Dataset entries
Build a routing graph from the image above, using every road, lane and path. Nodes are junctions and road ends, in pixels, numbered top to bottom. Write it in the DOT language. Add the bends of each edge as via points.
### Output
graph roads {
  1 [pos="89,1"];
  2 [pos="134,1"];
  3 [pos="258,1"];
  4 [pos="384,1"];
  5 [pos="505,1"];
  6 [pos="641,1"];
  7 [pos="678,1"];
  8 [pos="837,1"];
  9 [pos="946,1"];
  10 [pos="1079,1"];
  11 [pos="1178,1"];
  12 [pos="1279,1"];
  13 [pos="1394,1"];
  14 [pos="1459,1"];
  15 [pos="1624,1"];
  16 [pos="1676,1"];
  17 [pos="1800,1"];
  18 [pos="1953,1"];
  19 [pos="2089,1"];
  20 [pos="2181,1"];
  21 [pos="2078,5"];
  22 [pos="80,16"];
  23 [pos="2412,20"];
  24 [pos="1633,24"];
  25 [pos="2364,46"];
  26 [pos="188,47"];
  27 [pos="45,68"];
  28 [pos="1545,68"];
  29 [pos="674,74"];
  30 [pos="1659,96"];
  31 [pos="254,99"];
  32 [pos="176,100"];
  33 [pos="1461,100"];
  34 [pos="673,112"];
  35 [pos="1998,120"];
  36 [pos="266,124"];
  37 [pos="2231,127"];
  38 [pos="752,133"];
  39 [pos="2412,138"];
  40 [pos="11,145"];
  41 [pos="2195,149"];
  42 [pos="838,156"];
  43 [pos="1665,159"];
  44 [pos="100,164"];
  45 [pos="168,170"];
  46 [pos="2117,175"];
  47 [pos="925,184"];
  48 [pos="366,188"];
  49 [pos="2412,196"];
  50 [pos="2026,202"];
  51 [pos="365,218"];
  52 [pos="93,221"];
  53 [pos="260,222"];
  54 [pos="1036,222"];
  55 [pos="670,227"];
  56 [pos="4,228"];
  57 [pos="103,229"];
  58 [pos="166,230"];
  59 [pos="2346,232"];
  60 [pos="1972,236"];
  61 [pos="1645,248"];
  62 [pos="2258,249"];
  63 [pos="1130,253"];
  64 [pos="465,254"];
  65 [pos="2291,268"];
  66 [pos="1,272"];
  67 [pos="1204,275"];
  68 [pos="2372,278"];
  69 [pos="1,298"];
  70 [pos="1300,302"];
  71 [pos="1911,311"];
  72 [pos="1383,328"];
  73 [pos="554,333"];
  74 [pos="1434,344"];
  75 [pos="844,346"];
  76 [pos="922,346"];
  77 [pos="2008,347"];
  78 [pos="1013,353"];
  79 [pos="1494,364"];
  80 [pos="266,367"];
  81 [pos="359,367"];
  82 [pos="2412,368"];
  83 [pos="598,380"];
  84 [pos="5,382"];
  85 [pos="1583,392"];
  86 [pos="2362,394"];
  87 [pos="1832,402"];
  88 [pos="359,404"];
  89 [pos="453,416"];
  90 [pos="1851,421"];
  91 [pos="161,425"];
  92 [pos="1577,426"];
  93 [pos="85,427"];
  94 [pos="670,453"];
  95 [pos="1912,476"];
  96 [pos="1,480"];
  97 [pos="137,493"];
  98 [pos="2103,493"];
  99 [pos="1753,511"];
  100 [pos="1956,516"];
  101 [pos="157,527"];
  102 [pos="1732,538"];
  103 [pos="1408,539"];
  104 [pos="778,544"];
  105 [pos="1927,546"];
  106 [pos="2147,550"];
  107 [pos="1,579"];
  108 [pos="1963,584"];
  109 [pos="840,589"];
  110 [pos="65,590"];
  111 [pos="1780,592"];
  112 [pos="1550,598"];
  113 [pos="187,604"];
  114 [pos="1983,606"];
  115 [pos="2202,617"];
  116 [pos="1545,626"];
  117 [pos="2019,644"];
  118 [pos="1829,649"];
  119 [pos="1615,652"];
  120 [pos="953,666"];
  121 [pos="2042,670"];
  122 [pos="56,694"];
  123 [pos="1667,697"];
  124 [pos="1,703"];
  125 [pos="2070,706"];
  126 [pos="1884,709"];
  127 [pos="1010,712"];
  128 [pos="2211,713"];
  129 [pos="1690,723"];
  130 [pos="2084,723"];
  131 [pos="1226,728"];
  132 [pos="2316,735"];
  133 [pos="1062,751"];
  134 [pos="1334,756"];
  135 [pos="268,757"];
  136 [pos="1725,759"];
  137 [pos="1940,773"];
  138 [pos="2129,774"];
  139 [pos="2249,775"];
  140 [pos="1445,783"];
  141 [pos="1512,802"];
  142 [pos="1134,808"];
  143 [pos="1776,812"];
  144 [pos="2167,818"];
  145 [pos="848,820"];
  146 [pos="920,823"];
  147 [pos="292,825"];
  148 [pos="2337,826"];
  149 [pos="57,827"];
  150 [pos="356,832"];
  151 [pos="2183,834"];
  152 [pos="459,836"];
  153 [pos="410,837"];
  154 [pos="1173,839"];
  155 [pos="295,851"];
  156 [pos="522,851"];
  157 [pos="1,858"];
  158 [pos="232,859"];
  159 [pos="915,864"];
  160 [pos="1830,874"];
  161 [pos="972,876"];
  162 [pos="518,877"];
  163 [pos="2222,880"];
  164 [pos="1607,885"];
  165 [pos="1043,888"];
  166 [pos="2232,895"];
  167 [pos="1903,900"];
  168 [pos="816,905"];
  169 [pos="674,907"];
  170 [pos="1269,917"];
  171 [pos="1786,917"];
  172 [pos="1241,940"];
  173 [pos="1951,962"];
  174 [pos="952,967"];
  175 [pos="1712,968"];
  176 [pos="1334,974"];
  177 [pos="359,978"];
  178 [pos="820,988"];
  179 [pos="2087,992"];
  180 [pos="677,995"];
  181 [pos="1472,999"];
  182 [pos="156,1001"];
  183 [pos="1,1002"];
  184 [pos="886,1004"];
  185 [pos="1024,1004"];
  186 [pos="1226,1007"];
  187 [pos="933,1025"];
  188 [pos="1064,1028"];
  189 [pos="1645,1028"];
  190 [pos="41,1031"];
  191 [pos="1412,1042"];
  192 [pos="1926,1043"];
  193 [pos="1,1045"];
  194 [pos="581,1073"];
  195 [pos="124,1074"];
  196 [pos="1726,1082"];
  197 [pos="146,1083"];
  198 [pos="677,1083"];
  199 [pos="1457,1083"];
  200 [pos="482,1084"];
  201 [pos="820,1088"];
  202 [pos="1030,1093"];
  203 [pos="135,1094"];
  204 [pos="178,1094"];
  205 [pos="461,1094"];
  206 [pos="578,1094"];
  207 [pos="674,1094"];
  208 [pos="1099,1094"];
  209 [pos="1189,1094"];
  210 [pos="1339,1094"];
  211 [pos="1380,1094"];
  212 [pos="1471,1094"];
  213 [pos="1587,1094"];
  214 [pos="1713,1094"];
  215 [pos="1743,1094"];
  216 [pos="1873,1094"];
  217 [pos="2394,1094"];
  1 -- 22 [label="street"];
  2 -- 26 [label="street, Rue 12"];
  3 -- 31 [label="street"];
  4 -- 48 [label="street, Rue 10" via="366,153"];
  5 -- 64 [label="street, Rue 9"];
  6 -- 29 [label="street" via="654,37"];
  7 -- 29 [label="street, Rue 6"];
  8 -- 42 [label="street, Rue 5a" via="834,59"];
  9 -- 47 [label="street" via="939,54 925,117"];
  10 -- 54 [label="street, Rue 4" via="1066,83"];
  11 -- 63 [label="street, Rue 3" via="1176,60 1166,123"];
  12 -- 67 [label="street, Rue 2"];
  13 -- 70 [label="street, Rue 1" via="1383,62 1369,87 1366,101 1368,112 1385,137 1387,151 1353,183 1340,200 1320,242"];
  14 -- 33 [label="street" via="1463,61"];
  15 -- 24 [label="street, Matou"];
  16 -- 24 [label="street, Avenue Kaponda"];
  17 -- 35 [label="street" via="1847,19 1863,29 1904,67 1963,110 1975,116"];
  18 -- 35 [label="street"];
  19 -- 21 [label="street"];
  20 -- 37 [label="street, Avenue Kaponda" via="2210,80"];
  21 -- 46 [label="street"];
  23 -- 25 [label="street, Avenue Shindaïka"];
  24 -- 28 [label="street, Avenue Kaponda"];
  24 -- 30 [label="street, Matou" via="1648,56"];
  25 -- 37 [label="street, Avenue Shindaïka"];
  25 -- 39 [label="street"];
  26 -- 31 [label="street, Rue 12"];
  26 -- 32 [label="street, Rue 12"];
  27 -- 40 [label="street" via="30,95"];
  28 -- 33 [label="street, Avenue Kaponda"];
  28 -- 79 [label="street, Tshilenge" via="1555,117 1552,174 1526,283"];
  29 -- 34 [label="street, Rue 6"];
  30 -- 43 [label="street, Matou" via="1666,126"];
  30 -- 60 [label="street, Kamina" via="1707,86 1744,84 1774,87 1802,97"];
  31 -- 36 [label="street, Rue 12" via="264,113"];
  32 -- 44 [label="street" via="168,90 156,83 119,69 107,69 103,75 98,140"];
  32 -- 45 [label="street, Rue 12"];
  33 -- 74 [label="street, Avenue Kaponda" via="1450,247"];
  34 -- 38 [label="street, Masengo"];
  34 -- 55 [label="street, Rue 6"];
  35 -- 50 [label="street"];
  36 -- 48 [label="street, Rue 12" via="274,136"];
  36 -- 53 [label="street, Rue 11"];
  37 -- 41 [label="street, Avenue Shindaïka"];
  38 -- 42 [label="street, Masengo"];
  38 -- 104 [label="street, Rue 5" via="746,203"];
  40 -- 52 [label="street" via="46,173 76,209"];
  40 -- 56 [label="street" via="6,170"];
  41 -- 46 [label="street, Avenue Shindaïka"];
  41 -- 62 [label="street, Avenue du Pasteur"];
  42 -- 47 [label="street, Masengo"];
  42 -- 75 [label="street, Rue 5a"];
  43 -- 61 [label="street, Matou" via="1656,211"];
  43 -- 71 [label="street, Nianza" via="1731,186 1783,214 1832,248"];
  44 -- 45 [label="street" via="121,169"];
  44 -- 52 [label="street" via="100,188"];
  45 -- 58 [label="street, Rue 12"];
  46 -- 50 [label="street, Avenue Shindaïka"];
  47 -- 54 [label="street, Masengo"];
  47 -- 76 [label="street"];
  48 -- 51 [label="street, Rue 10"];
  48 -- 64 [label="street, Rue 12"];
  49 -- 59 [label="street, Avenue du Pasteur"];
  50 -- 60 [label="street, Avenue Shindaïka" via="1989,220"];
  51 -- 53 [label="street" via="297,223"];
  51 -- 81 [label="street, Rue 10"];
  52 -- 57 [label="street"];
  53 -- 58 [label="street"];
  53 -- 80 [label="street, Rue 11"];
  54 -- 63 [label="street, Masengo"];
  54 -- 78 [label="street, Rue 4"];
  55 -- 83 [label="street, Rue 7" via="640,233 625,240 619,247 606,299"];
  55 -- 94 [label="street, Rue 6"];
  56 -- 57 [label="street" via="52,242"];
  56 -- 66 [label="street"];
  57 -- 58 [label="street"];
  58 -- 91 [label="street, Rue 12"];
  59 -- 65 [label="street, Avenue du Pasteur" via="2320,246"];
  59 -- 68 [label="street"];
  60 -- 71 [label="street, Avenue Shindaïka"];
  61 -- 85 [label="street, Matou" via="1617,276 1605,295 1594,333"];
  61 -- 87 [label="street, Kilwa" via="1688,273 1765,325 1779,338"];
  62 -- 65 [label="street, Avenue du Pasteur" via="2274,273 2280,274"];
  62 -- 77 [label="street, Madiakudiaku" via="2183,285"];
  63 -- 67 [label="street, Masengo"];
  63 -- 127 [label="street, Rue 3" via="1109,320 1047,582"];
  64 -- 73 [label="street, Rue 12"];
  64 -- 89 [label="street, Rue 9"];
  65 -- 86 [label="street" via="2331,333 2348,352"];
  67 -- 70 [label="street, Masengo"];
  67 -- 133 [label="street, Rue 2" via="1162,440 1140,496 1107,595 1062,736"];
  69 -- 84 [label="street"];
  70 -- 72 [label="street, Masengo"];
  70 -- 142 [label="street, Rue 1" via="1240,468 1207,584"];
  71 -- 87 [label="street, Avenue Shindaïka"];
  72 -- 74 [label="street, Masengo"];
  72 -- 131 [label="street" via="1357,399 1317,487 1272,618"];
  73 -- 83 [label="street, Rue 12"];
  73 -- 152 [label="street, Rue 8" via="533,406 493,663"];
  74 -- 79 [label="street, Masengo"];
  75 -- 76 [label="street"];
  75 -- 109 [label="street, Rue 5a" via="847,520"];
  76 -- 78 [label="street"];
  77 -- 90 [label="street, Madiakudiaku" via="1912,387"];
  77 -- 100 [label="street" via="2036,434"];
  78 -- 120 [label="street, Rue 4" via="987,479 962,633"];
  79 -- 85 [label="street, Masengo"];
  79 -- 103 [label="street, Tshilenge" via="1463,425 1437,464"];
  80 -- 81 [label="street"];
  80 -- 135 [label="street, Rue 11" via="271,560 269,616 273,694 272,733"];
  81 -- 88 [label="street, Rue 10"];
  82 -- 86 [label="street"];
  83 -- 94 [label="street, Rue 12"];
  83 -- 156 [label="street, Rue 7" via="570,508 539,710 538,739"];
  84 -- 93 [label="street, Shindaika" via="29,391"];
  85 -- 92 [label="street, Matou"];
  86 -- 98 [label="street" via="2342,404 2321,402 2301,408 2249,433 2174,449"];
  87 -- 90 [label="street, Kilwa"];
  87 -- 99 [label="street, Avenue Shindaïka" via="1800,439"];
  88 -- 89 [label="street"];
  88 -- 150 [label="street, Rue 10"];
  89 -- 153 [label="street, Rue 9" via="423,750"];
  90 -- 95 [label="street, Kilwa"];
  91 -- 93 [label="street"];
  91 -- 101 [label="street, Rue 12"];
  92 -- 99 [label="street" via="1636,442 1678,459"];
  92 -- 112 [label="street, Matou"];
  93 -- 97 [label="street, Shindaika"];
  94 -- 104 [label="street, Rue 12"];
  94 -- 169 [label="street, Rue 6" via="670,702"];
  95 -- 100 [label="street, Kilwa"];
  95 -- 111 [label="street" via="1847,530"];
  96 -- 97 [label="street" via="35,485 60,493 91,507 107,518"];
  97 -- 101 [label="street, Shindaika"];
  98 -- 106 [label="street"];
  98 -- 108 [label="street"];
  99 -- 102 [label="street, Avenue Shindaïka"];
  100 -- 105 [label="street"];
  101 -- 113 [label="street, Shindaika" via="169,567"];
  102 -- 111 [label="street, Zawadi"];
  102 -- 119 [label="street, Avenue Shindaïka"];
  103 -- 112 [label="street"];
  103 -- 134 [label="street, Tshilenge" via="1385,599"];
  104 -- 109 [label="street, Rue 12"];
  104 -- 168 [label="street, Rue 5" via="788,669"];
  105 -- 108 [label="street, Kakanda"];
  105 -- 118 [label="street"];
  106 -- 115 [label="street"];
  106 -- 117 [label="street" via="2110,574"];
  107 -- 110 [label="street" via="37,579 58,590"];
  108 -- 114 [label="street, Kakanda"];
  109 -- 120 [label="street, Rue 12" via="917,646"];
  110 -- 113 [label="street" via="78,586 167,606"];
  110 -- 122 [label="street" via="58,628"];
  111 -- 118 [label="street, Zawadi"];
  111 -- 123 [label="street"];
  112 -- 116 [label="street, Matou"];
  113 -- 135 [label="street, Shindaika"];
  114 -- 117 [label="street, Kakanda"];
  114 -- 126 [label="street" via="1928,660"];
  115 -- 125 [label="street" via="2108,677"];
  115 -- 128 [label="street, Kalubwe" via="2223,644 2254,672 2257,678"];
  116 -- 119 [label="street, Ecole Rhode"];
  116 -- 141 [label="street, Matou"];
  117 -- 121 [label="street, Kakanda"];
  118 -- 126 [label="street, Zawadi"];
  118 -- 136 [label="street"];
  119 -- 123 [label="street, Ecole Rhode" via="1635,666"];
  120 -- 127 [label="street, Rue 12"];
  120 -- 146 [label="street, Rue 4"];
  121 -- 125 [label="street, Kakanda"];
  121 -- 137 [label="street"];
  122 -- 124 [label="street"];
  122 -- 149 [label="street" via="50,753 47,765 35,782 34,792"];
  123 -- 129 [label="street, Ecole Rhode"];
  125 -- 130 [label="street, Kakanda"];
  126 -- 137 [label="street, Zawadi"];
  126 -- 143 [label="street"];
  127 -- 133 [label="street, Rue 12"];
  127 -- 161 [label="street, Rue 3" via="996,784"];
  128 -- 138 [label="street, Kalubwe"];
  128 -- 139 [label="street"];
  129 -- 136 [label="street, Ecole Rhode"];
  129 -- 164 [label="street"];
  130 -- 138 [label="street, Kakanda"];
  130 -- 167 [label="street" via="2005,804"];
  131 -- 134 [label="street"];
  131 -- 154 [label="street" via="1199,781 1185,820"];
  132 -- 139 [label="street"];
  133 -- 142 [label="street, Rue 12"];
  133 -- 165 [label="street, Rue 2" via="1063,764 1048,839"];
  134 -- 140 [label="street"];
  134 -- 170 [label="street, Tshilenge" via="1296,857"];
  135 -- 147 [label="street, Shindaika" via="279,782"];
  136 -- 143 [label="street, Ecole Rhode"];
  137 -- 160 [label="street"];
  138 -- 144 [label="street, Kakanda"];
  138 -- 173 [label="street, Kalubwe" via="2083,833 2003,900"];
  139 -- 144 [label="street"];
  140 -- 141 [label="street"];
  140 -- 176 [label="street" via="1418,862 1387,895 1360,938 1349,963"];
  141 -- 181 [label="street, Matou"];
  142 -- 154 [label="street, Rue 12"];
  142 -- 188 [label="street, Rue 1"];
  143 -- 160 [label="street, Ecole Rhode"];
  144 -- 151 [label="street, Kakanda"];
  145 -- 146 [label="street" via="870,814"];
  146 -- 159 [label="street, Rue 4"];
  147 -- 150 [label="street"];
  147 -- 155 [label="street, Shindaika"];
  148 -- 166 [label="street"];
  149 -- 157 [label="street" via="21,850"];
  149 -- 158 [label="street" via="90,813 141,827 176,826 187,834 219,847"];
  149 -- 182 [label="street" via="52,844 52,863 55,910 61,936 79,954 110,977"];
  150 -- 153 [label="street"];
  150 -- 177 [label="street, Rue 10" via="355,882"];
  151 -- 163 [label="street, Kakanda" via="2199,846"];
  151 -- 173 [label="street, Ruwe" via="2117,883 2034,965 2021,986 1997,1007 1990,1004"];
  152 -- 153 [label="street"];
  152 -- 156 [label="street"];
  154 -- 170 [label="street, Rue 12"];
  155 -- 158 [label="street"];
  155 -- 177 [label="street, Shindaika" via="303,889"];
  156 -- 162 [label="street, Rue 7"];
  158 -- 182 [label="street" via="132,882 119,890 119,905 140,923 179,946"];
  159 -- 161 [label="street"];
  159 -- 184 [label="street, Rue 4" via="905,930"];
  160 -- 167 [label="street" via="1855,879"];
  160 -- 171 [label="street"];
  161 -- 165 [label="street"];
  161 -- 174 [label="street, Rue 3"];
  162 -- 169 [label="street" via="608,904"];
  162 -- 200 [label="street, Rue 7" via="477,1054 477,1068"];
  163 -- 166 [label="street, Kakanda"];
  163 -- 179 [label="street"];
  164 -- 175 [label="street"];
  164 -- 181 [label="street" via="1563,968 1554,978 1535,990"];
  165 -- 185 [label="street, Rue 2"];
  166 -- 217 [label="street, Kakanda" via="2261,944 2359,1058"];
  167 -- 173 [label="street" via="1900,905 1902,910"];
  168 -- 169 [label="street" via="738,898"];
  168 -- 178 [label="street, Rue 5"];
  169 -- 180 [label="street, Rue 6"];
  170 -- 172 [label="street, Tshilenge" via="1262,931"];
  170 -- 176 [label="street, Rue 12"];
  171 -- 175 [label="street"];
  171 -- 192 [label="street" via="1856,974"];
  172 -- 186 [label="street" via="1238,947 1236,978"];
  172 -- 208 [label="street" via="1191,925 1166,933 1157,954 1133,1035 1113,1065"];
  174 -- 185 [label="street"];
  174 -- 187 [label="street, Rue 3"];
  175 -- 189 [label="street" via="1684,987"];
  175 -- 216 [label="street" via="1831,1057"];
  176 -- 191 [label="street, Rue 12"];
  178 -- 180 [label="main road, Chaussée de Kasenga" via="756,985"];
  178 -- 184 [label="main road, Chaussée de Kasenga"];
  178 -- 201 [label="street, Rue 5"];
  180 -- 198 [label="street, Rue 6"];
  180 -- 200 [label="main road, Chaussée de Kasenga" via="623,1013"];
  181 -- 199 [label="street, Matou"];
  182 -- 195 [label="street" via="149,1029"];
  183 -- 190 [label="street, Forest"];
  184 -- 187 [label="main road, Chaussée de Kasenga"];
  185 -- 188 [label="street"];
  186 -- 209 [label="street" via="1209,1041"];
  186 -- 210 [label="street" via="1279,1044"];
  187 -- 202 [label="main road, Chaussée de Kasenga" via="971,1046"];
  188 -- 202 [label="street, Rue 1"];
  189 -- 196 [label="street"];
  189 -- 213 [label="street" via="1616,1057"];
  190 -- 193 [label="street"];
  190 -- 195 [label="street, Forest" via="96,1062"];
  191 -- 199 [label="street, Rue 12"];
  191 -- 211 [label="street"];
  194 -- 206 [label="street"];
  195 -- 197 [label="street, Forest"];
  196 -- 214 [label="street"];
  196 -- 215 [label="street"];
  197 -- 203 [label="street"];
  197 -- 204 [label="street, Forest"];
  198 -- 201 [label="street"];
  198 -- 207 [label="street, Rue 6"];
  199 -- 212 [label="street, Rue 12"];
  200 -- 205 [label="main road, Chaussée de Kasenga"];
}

# The task
Wherever a line above contains "Matou", copy that line.

# Answer to this exercise
  15 -- 24 [label="street, Matou"];
  24 -- 30 [label="street, Matou" via="1648,56"];
  30 -- 43 [label="street, Matou" via="1666,126"];
  43 -- 61 [label="street, Matou" via="1656,211"];
  61 -- 85 [label="street, Matou" via="1617,276 1605,295 1594,333"];
  85 -- 92 [label="street, Matou"];
  92 -- 112 [label="street, Matou"];
  112 -- 116 [label="street, Matou"];
  116 -- 141 [label="street, Matou"];
  141 -- 181 [label="street, Matou"];
  181 -- 199 [label="street, Matou"];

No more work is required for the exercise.